The Casitian Universe series are set on Earth, and on two other planets, both human populated (with no intelligent alien life.) There is intelligent alien life in the galaxy, and some of those stories are told, but it's not very central to the plot. The first alien species I had to invent in some detail are the Kurool, the aliens that are center-stage of the new series, the Cassiopeia Chronicles (the first book is out, it's called The Right Asteroid). The Kurool were fun to design. They are intelligent herbivores, with six limbs (four legs and two arms). Because they evolved as herbivores, they have very large ears, and eyes, to look out for predators. They use arsenic in place of Phosphorus in their biological processes and genetic material, and they use ammonia for metabolism, along with oxygen.

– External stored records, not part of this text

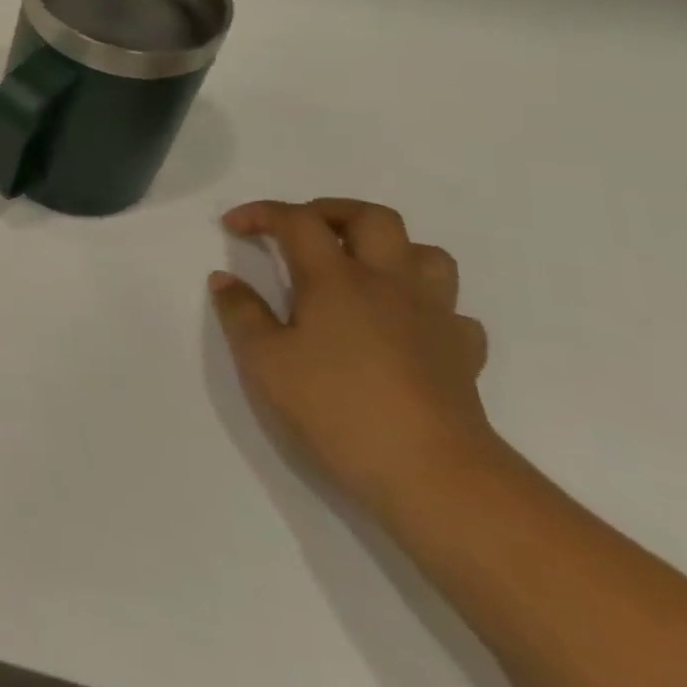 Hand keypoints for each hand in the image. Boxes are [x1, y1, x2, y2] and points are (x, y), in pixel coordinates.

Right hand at [210, 198, 498, 513]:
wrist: (435, 474)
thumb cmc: (336, 408)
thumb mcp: (263, 361)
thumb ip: (241, 313)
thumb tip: (225, 280)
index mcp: (336, 279)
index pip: (298, 221)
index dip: (263, 214)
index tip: (233, 227)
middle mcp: (388, 284)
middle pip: (371, 218)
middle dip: (330, 212)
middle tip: (298, 230)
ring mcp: (433, 317)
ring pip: (425, 255)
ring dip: (388, 249)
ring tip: (356, 268)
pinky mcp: (461, 354)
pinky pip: (450, 311)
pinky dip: (422, 305)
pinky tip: (400, 326) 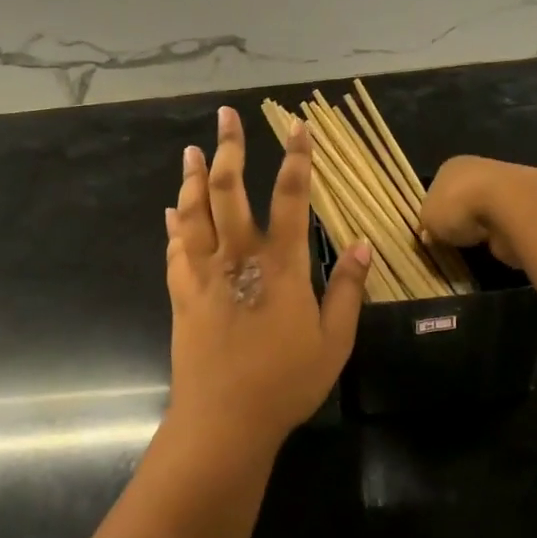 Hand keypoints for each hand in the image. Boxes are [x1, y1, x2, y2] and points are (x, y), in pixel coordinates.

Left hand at [164, 107, 373, 457]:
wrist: (224, 420)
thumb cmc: (285, 383)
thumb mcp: (333, 342)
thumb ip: (347, 290)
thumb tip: (364, 244)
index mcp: (280, 266)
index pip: (290, 198)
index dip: (296, 158)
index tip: (297, 127)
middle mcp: (238, 258)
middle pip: (230, 191)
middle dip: (229, 149)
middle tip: (226, 118)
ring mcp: (204, 273)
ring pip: (194, 212)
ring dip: (193, 178)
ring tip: (193, 150)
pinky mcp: (181, 293)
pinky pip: (175, 248)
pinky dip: (174, 224)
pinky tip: (172, 210)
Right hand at [420, 155, 533, 267]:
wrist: (511, 207)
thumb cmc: (459, 206)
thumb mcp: (428, 220)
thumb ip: (427, 225)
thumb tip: (429, 234)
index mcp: (451, 167)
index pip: (437, 188)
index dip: (435, 210)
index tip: (434, 231)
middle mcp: (478, 169)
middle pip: (463, 196)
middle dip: (460, 217)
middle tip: (454, 239)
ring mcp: (506, 185)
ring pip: (487, 208)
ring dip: (483, 224)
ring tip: (476, 243)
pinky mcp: (528, 204)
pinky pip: (506, 222)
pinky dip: (502, 232)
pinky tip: (497, 242) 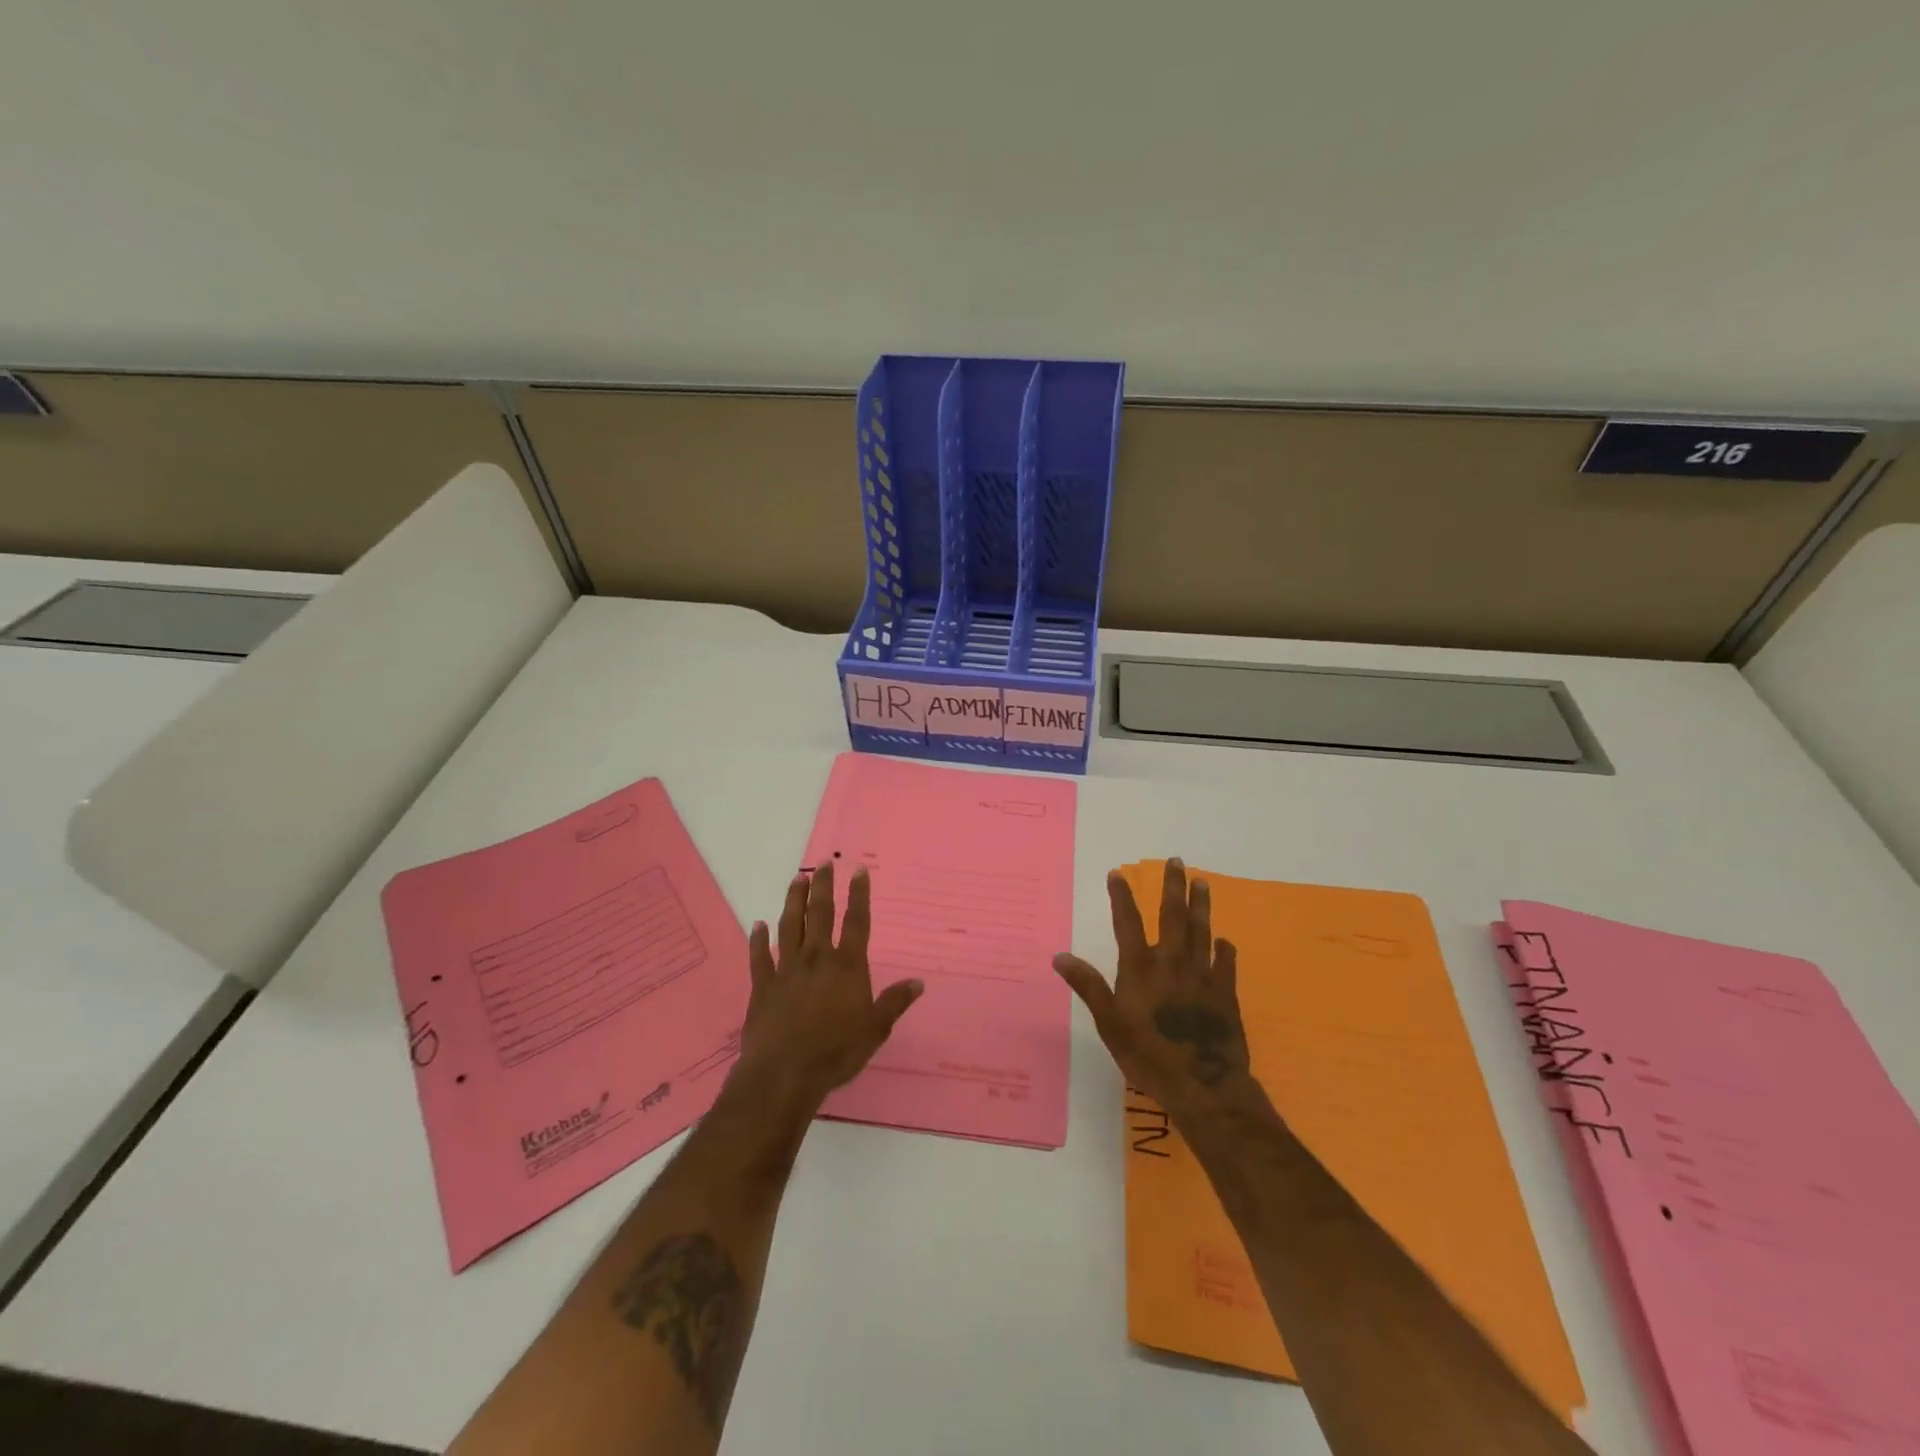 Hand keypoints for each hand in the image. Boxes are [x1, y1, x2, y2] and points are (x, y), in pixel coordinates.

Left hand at [736, 861, 923, 1109]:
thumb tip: (918, 982)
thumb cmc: (836, 1051)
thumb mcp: (875, 1029)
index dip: (859, 895)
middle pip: (820, 914)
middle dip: (823, 887)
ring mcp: (787, 970)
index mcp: (847, 966)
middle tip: (823, 864)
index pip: (856, 922)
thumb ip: (895, 1002)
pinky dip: (758, 940)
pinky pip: (759, 957)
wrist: (784, 1073)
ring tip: (797, 880)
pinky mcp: (763, 986)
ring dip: (794, 901)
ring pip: (790, 926)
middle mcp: (817, 959)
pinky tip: (757, 925)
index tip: (858, 870)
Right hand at [1054, 858, 1252, 1117]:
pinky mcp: (1226, 994)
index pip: (1128, 923)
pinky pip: (1227, 964)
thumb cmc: (1149, 1056)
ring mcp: (1203, 976)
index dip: (1122, 896)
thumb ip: (1088, 986)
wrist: (1203, 1086)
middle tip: (1176, 861)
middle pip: (1173, 916)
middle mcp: (1172, 963)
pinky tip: (1224, 941)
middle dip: (1173, 887)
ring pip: (1201, 931)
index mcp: (1141, 968)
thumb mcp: (1109, 1024)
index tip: (1117, 873)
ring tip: (1202, 882)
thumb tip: (1059, 956)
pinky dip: (1225, 950)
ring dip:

The other fun part of worldbuilding is thinking up both human futures, as well as ways that human beings could have, or might, end up differently than we are today. I make up different kinds of relationship patterns (the Casitians are a great example.) In a book called “Becoming Queen” that I hope to publish early next year, I have a very, very different marriage style.

I think what's also interesting about worldbuilding is that I know that my perspectives, both political and social, are made pretty clear in the worlds I build. Violent, exploitative species don't fare so well. Peaceful ones do. Social norms are a lot different than the ones we have right now. I like telling stories that explore and expose different ways of living, and ways that humans can live out our most loving, peaceful selves. But of course, that doesn't always happen, and that's also interesting – diving into the wreck of human frailties is neat, too.